The British, Hitler said, had two hopes: America and Russia. Against America, he could do nothing.

On June 10, 1940, Roosevelt was on his way to the commencement ceremonies of the University of Virginia at Charlottesville. He had a foreign policy speech most of which had been prepared for him by the State Department. On the train to Charlottesville he added to its text. It was a very un-neutral speech, with statements such as this: “Some indeed still hold to the now obvious delusion that we of the United States can safely permit the United States to become a lone island, a lone island in a world dominated by the philosophy of force. Such an island may be the dream of those who still talk and vote as isolationists. Such an island represents to me and to the overwhelming majority of Americans today a helpless nightmare.…Let us not hesitate—all of us—to proclaim certain truths. Overwhelmingly we…are convinced that military and naval victory for the gods of force and hate would endanger the institutions of democracy in the Western World, and that equally, therefore, the whole of our sympathies lies with those nations that are giving their life blood in combat against these forces.” On that day France was crumbling. The French government (and Churchill) were imploring Roosevelt to come into the war. But this he could not do. For such a commitment he would have neither Congress, nor the military, nor the American people behind him, and 1940 was an election year.

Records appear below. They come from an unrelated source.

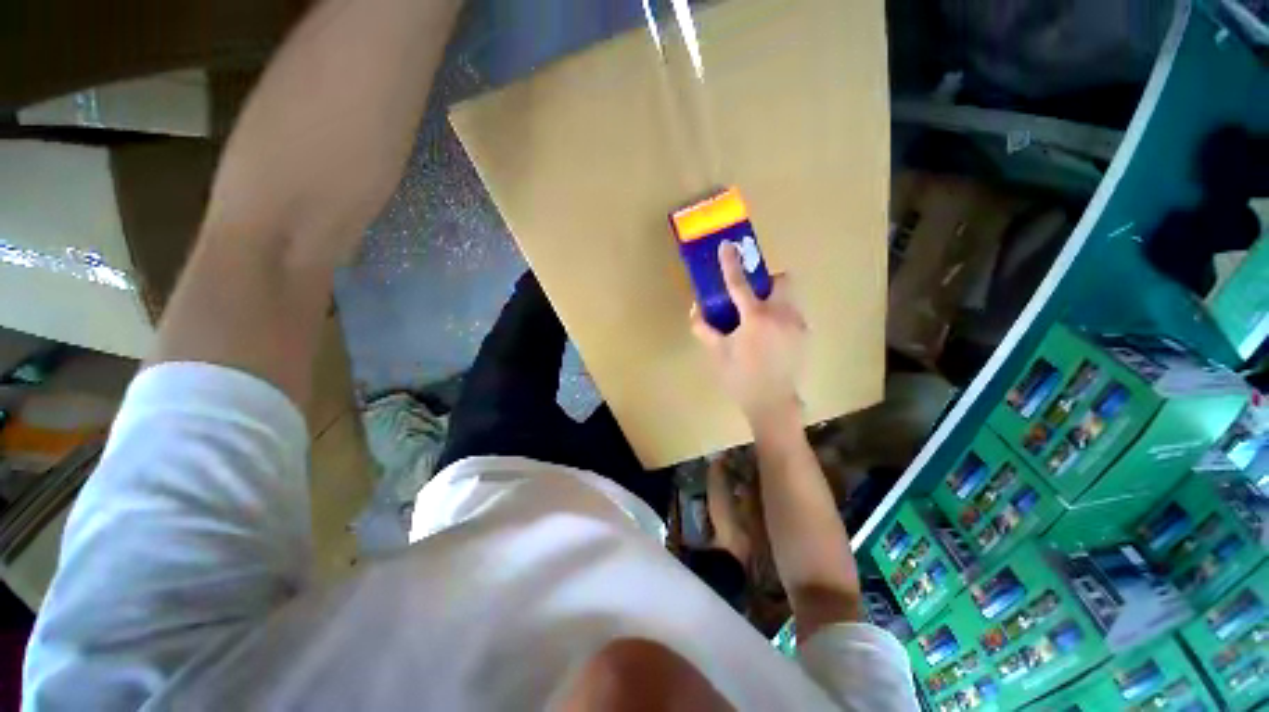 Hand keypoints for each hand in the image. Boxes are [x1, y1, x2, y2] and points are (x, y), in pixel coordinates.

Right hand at [691, 242, 808, 423]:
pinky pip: (792, 314)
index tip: (727, 245)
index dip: (730, 264)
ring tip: (760, 323)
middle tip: (751, 299)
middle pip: (782, 280)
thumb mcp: (717, 353)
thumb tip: (695, 309)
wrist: (773, 403)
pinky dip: (780, 316)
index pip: (740, 284)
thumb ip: (703, 328)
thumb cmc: (740, 378)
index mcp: (755, 318)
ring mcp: (797, 324)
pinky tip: (770, 338)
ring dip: (773, 300)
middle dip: (766, 282)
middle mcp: (781, 315)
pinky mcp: (804, 335)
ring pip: (789, 297) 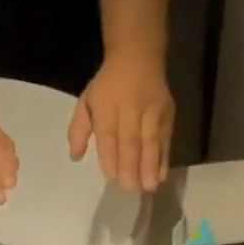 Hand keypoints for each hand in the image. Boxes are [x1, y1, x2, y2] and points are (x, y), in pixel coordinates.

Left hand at [68, 50, 173, 192]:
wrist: (138, 55)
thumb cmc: (108, 84)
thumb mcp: (86, 101)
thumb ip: (78, 130)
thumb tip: (75, 157)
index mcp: (106, 105)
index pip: (108, 135)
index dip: (110, 158)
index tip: (112, 178)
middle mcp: (130, 107)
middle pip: (131, 141)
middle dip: (131, 167)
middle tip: (130, 189)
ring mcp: (151, 110)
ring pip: (151, 141)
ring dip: (149, 167)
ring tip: (148, 187)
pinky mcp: (168, 113)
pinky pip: (165, 139)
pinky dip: (164, 158)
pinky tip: (161, 175)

Hitler knew that in June 1940 there were many influential Americans who thought that Roosevelt’s inclination to side with Britain was wrong. Now he would give them some political ammunition. Two days later, in his secret headquarters, a château on the Belgian-French border, he received an American correspondent. That was very unusual. He seldom gave interviews, and surely not at his military headquarters. During that entire campaign he saw no journalists at all. But this man, Karl von Wiegand, the chief European correspondent of the Hearst (that is, anti-Roosevelt) paper the New York Journal-American, was brought to him by his foreign minister, Ribbentrop. Hitler talked to von Wiegand for two hours. Then he talked off the record. The next day, Hitler went through the text of the interview word by word (very unusual for him). What Hitler said was—or should have been—as impressive as it was convincing. He said that he wanted to reassure Americans. “Europe for the Europeans and America for the Americans.” He said that he did not wish to destroy the British Empire. He wanted peace. He did not say a word about Roosevelt, except for one remark off the record: he was pleased that Roosevelt, at Charlottesville, had not proposed armed participation. His comments reveal that Hitler understood much of the American political situation. In one instance he called the isolationists “American radical nationalists,” a much more precise and telling term than the former. He knew how much of their “isolationism” was selective. They were bitterly opposed to American intervention against National Socialist Germany; yet many of the same people eventually became advocates of American intervention against Communist Russia.

In one important way the von Wiegand interview caused little trouble for Roosevelt. It was overshadowed by the news of the fall of Paris on the day of its publication. In another sense it played a part in activating Roosevelt’s isolationist opposition. Charles Lindbergh and John Foster Dulles discussed it two days later in New York. America First was in the making. John Cudahy, Roosevelt’s ambassador to Belgium, was an isolationist; he took it upon himself to make sure that the text of the Hitler-von Wiegand interview was read by Pope Pius XII in Rome. It contributed to the decision of the Vatican to attempt a peace mediation later that month.